Creative Writing vs Journalism

Over a year ago I had to write a short paper on Journalism v. Creative Writing. I just about died at the thought of writing it. Here we have a paper where I have to write about my two worlds colliding. I loved creative writing ever since elementary school. But the amount of narrative essays we were given to write was few. I had read so many fiction books my mind basically lived in dream land. I was also an average student in writing essays in class until high school when I significantly improved. I’m a natural creative writer who is currently trying to make it into journalism. But for some reason in class I’ve always been taught to keep them separate. Which was always rather difficult. I can’t comprehend why anyone would want to that. My brain simply wants them to sign a peace treaty and end the war teachers have created.

Instead I have teachers treating them as if one is a wizard and the other is a muggle. The atrocity of merging the two was always presented with scepticism. As if one is greater than the other or as if they don’t belong together. They clearly can’t hear that they are singing “We Belong Together” by Taylor Swift. Aren’t they the same in a way? They are both require a different style of writing both expressed differently but the results are more or less the same. They can carry the same purpose though.

Journalism is on one end of the totem pole. It is about hard cold facts. Straightforward. Concrete, much like the essays we are robotically taught to write.
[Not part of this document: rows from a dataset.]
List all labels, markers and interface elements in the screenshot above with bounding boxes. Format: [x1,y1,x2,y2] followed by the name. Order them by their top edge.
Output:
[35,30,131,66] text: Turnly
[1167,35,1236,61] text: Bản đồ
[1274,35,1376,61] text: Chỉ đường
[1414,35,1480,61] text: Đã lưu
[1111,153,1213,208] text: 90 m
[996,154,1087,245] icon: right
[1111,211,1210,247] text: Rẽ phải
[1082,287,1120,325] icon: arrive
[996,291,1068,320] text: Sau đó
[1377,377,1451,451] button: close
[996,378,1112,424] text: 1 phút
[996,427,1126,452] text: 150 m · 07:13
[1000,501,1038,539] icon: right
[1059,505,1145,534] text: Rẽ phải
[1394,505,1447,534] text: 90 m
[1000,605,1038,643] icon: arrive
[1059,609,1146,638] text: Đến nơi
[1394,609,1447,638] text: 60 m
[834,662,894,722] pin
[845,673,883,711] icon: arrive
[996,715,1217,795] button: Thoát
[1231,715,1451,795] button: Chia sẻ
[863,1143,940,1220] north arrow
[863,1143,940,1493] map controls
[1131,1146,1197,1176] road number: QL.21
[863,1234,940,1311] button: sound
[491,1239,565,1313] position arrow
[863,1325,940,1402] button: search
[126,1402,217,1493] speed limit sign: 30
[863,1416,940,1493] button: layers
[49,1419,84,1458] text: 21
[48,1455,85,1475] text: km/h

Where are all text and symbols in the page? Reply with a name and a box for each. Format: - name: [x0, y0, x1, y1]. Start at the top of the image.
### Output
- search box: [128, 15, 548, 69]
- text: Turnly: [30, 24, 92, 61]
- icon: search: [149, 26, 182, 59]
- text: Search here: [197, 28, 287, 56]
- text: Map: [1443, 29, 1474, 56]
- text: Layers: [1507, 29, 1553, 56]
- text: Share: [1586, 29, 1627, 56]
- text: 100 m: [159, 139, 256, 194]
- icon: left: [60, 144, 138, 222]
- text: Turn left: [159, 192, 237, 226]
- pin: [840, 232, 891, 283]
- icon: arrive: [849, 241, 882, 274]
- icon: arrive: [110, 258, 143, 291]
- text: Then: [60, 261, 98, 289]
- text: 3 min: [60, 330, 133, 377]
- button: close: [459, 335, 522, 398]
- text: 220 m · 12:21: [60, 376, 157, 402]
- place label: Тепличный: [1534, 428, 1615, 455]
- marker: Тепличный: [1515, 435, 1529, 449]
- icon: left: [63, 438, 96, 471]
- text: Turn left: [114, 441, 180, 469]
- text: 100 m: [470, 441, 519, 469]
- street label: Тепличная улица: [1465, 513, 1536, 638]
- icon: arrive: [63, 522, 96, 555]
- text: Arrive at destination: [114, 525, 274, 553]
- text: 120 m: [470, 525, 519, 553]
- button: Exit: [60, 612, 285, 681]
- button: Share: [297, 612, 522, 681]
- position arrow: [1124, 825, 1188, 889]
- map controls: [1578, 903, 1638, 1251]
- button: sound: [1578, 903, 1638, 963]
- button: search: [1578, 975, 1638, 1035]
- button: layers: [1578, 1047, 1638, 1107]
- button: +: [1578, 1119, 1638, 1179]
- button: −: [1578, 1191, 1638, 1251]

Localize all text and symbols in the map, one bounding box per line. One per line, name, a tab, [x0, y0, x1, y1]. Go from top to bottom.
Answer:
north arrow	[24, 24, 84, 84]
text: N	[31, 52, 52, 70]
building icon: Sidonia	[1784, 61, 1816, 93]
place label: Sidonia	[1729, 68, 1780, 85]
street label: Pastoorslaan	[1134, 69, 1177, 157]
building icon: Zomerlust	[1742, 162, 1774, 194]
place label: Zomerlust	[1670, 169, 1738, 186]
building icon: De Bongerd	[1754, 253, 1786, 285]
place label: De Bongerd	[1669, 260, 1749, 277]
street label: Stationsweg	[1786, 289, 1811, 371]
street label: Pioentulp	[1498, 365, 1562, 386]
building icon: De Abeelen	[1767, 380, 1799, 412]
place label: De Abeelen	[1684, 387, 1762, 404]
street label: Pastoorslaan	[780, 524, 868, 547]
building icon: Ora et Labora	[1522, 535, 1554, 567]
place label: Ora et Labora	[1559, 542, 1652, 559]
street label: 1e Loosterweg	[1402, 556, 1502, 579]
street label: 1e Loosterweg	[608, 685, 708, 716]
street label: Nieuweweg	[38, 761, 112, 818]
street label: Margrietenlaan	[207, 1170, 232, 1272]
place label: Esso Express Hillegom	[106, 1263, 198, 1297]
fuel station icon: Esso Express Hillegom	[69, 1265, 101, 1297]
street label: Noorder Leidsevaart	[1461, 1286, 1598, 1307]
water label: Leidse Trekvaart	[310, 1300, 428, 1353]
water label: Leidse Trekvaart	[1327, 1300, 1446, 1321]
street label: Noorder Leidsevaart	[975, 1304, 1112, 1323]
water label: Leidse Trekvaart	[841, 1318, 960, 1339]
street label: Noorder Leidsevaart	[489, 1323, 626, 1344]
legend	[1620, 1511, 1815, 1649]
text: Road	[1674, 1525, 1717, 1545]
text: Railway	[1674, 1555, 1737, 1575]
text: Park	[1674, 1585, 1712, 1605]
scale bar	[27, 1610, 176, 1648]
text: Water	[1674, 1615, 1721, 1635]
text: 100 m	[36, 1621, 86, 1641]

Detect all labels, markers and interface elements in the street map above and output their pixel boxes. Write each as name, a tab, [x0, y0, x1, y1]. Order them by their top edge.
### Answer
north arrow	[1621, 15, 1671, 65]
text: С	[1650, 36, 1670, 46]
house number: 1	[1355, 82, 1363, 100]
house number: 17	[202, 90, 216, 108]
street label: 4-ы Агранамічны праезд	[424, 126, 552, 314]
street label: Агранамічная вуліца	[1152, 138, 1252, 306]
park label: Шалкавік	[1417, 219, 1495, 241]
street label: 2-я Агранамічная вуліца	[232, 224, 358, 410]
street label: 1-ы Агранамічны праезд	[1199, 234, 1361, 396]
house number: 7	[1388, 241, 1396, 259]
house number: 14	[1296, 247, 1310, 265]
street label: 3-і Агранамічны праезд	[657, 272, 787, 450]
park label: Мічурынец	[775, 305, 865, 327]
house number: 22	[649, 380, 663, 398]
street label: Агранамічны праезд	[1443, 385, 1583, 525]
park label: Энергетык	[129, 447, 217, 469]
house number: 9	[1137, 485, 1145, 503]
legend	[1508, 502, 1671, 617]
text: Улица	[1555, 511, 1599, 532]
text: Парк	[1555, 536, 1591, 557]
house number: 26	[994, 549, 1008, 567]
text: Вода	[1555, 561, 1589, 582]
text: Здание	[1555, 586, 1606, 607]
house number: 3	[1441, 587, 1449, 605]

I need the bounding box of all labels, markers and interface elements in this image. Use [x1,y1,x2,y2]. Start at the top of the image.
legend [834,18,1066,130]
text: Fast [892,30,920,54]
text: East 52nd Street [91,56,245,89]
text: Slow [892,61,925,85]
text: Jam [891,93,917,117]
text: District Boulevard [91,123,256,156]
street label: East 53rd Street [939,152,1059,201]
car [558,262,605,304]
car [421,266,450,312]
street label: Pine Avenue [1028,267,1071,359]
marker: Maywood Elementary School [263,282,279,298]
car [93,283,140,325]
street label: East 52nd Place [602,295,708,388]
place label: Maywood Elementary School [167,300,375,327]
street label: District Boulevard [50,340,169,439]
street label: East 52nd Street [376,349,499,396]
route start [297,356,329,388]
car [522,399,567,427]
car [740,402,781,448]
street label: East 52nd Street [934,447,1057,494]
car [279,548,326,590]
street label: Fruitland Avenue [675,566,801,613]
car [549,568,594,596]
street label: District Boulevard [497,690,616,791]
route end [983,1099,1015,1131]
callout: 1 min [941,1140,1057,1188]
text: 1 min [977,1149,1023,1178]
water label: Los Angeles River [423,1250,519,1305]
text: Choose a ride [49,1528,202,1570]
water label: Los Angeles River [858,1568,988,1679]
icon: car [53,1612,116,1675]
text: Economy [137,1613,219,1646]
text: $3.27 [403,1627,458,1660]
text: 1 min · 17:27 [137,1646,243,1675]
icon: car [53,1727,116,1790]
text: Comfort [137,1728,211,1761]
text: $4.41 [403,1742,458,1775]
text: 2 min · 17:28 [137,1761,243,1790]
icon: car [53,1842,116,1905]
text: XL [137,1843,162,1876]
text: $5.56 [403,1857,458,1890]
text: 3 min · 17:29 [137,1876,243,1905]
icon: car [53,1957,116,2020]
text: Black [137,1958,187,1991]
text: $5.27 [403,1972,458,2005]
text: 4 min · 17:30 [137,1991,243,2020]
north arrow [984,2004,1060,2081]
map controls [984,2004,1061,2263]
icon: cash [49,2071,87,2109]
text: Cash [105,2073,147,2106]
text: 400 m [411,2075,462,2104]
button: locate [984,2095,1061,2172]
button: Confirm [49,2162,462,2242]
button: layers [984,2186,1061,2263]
We were taught persuasive and expository essays with little room for imagination. We aren’t often given the freedom to express ourselves. Therefore for some of us there is this internal struggle when writing articles. For example, I was never the writer to use scholarly language like most people around me but what made my writing stand out was the meaning and emotions behind every word.

Creative writing gives us an escape. It’s there to take us on a trip to a place far away from our boring, mundane and sometimes rather hard life. It gives us a release and space to relax. Growing up my nose was always in books. I needed a distraction from my life. Creativity provides us such. It’s a blanket that wraps around us like a grandmother’s hug. For those like me who are creative writers it’s a release for us. We provide people with hope, laughter, happiness, tears and understanding.

Why though? What’s the whole reasoning behind keeping creativity away from spicing things up. There is nothing wrong with both of them. There is nothing wrong with them helping each other out. I mean come on Harry Potter is a half-blood and look how well that turned out. Nonetheless I’ve always felt a stigma when it came to saying I was a creative writer and to using my style of voice. I would get looks. Why? Because I speak my mind? Because my voice is interesting? Because I make people laugh and don’t try to use as many sesquipedalian words?  I almost always felt ashamed of my college essays. But soon I realize it’s just how I write. It’s who I am.

People seem to have the notion that creative writing is easy or not as serious. To them anything creative is fun and easy. But it’s not. Do you know the amount of times I’ll edit some of these sentences so they sound more funny? Do you know the amount of edits that go into every simile, metaphor and personification? A lot. But what is wrong with adding a sprinkle of fluff to a journalism piece? I understand the need to be bias when it comes to articles but why make them boring?

Being a writer is difficult in general whether it’s for fun, for a job or for school.  I don’t think one should be at war with other. I don’t think we should keep them segregated. They’re like ying and yang. They need each other. They make each other better. Both are important in the field of literature. They are like peanut butter and jelly or chocolate chip cookies and milk. I’m getting hungry at the mention of food.

Anyway let’s not pit them against each other when together they are magic.

So find your style and work on it. Be you. Make sure we can hear your voice in your writing. Show us what makes your writing you. Don’t let a big brain know it all tell you how to write. Unless it involves grammar because that’s lowkey important.

 

“I always start writing with a clean piece of paper and a dirty mind.”